EXERCISE REQUIREMENTS — Please restate the listing below in full, word for word.

STUDY MATERIAL —
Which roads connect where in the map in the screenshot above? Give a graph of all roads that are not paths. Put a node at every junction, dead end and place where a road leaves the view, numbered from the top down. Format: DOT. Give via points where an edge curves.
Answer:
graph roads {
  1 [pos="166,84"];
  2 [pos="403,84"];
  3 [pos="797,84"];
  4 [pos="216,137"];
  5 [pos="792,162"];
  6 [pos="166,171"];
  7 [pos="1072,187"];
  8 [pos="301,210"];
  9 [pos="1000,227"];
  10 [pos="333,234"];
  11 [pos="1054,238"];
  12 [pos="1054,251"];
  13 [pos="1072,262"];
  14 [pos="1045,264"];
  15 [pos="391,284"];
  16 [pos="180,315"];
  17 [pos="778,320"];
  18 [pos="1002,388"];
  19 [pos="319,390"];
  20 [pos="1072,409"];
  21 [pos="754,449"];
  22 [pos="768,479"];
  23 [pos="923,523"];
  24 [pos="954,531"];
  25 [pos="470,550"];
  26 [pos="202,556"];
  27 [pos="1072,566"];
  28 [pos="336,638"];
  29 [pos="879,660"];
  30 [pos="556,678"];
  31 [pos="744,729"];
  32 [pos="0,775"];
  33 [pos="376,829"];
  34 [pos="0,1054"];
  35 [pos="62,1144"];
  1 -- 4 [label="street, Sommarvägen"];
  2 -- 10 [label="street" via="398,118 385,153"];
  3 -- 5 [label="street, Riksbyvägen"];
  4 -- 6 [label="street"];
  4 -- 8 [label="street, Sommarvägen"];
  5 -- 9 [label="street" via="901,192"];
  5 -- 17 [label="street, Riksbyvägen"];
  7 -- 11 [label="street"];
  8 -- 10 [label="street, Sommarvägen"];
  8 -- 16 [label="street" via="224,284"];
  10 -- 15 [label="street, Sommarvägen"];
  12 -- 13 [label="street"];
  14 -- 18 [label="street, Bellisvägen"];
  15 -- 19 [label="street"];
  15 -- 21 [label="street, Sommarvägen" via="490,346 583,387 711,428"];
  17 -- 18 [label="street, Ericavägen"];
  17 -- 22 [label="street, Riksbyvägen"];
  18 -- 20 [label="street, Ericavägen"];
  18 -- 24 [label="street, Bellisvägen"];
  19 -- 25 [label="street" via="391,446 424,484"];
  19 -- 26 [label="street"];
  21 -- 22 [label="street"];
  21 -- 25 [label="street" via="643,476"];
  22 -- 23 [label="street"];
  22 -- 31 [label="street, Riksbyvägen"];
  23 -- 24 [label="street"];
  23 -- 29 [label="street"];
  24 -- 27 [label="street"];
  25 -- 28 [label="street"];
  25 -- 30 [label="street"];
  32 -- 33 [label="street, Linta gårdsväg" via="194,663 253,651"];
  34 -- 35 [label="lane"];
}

RESULT OF THE EXERCISE —
Which roads connect where in the map in the screenshot above? Give a graph of all roads that are not paths. Put a node at every junction, dead end and place where a road leaves the view, numbered from the top down. Format: DOT. Give via points where an edge curves.
Answer:
graph roads {
  1 [pos="166,84"];
  2 [pos="403,84"];
  3 [pos="797,84"];
  4 [pos="216,137"];
  5 [pos="792,162"];
  6 [pos="166,171"];
  7 [pos="1072,187"];
  8 [pos="301,210"];
  9 [pos="1000,227"];
  10 [pos="333,234"];
  11 [pos="1054,238"];
  12 [pos="1054,251"];
  13 [pos="1072,262"];
  14 [pos="1045,264"];
  15 [pos="391,284"];
  16 [pos="180,315"];
  17 [pos="778,320"];
  18 [pos="1002,388"];
  19 [pos="319,390"];
  20 [pos="1072,409"];
  21 [pos="754,449"];
  22 [pos="768,479"];
  23 [pos="923,523"];
  24 [pos="954,531"];
  25 [pos="470,550"];
  26 [pos="202,556"];
  27 [pos="1072,566"];
  28 [pos="336,638"];
  29 [pos="879,660"];
  30 [pos="556,678"];
  31 [pos="744,729"];
  32 [pos="0,775"];
  33 [pos="376,829"];
  34 [pos="0,1054"];
  35 [pos="62,1144"];
  1 -- 4 [label="street, Sommarvägen"];
  2 -- 10 [label="street" via="398,118 385,153"];
  3 -- 5 [label="street, Riksbyvägen"];
  4 -- 6 [label="street"];
  4 -- 8 [label="street, Sommarvägen"];
  5 -- 9 [label="street" via="901,192"];
  5 -- 17 [label="street, Riksbyvägen"];
  7 -- 11 [label="street"];
  8 -- 10 [label="street, Sommarvägen"];
  8 -- 16 [label="street" via="224,284"];
  10 -- 15 [label="street, Sommarvägen"];
  12 -- 13 [label="street"];
  14 -- 18 [label="street, Bellisvägen"];
  15 -- 19 [label="street"];
  15 -- 21 [label="street, Sommarvägen" via="490,346 583,387 711,428"];
  17 -- 18 [label="street, Ericavägen"];
  17 -- 22 [label="street, Riksbyvägen"];
  18 -- 20 [label="street, Ericavägen"];
  18 -- 24 [label="street, Bellisvägen"];
  19 -- 25 [label="street" via="391,446 424,484"];
  19 -- 26 [label="street"];
  21 -- 22 [label="street"];
  21 -- 25 [label="street" via="643,476"];
  22 -- 23 [label="street"];
  22 -- 31 [label="street, Riksbyvägen"];
  23 -- 24 [label="street"];
  23 -- 29 [label="street"];
  24 -- 27 [label="street"];
  25 -- 28 [label="street"];
  25 -- 30 [label="street"];
  32 -- 33 [label="street, Linta gårdsväg" via="194,663 253,651"];
  34 -- 35 [label="lane"];
}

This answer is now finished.